Moving to IPv6

James Knott james.knott-bJEeYj9oJeDQT0dZR+AlfA at public.gmane.org
Wed Sep 8 16:25:13 UTC 2010


Some of you may have noticed me talking about IPv6 lately.  IPv6 is 
coming and is necessary, as IPv4 addresses are estimated to reach 
exhaustion within a year.  Everyone, particularly those managing web 
sites or business networks, should be making plans to support IPv6 
ASAP.  I realize that many ISPs do not yet support IPv6, so some method, 
such as using a tunnel broker, is required while waiting for ISPs to get 
up to date.  I use gogoNET http://gogonet.gogo6.com.  Another is 
Hurricane Electric http://he.net and there are others.  In the mean 
time, call your ISP and ask about when IPv6 will be available.  Then ask 
them why they're behind the times.  ;-)  Some hosting sites have IPv6 
available, so all you'd have to do is use it.  DNS servers will require 
AAAA record support, but BIND has supported that for several years.

Here's a link to an article about moving to IPv6, with some more links 
to other articles.
http://www.itworldcanada.com/news/ipv6/141456

BTW, for some reason, Seamonkey, on either Linux or Windows, does not 
like this site.  Firefox and IE work fine.
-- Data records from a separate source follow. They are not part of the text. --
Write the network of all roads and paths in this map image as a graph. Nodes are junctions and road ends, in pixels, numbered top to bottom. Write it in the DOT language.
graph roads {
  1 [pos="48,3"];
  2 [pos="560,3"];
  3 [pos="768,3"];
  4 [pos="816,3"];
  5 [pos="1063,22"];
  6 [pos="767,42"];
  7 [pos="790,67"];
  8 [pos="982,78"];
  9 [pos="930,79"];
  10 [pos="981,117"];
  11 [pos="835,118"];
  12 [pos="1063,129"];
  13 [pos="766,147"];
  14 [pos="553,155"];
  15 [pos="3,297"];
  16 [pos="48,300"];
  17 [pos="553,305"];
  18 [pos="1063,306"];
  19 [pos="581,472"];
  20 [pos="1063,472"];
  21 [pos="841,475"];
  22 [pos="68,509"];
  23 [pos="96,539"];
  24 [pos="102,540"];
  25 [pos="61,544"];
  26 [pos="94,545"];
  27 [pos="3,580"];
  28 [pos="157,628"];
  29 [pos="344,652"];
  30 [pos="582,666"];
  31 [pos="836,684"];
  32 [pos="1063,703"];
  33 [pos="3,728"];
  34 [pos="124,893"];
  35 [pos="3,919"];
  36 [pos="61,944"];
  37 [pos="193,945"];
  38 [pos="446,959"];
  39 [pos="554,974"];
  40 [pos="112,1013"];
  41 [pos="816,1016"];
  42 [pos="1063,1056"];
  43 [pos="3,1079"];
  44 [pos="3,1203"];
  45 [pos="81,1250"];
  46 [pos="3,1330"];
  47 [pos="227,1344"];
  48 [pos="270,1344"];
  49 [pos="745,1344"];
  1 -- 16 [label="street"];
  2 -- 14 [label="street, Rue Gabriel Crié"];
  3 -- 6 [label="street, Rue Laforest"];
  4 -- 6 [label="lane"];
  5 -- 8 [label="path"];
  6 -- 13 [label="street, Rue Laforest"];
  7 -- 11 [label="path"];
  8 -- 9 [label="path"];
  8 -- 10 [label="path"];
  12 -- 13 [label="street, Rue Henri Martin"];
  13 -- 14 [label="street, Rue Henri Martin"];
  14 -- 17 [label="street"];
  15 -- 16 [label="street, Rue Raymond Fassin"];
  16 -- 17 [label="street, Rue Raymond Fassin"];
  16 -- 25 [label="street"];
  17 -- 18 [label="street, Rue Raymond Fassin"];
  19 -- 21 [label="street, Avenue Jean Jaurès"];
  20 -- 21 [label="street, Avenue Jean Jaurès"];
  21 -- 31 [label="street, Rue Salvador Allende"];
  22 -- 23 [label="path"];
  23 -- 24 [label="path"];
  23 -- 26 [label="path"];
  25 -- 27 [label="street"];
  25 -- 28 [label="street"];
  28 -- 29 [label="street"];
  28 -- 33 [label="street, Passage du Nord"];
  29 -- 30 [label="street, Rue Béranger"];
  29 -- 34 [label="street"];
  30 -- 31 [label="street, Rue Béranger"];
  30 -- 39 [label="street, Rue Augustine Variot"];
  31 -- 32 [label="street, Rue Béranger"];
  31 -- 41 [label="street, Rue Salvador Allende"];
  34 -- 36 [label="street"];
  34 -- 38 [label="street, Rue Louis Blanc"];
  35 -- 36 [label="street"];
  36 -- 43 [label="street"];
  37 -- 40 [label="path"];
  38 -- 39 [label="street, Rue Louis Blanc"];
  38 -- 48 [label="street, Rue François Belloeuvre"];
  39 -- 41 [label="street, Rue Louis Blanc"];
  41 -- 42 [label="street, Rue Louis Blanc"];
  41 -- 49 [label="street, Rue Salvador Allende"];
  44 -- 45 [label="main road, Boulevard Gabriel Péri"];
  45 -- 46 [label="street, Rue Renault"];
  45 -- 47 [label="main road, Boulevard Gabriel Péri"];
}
On my own network, I use OpenSUSE 11.0 (soon to be updated) on an old 
computer for my firewall.  I use the tunnel to get a subnet with 2^72 
addresses and all computers on my network, including my smart phone, get 
an IPv6 address automagically.  When I'm away from home, I use the 
client to get a single IPv6 address on my ThinkPad.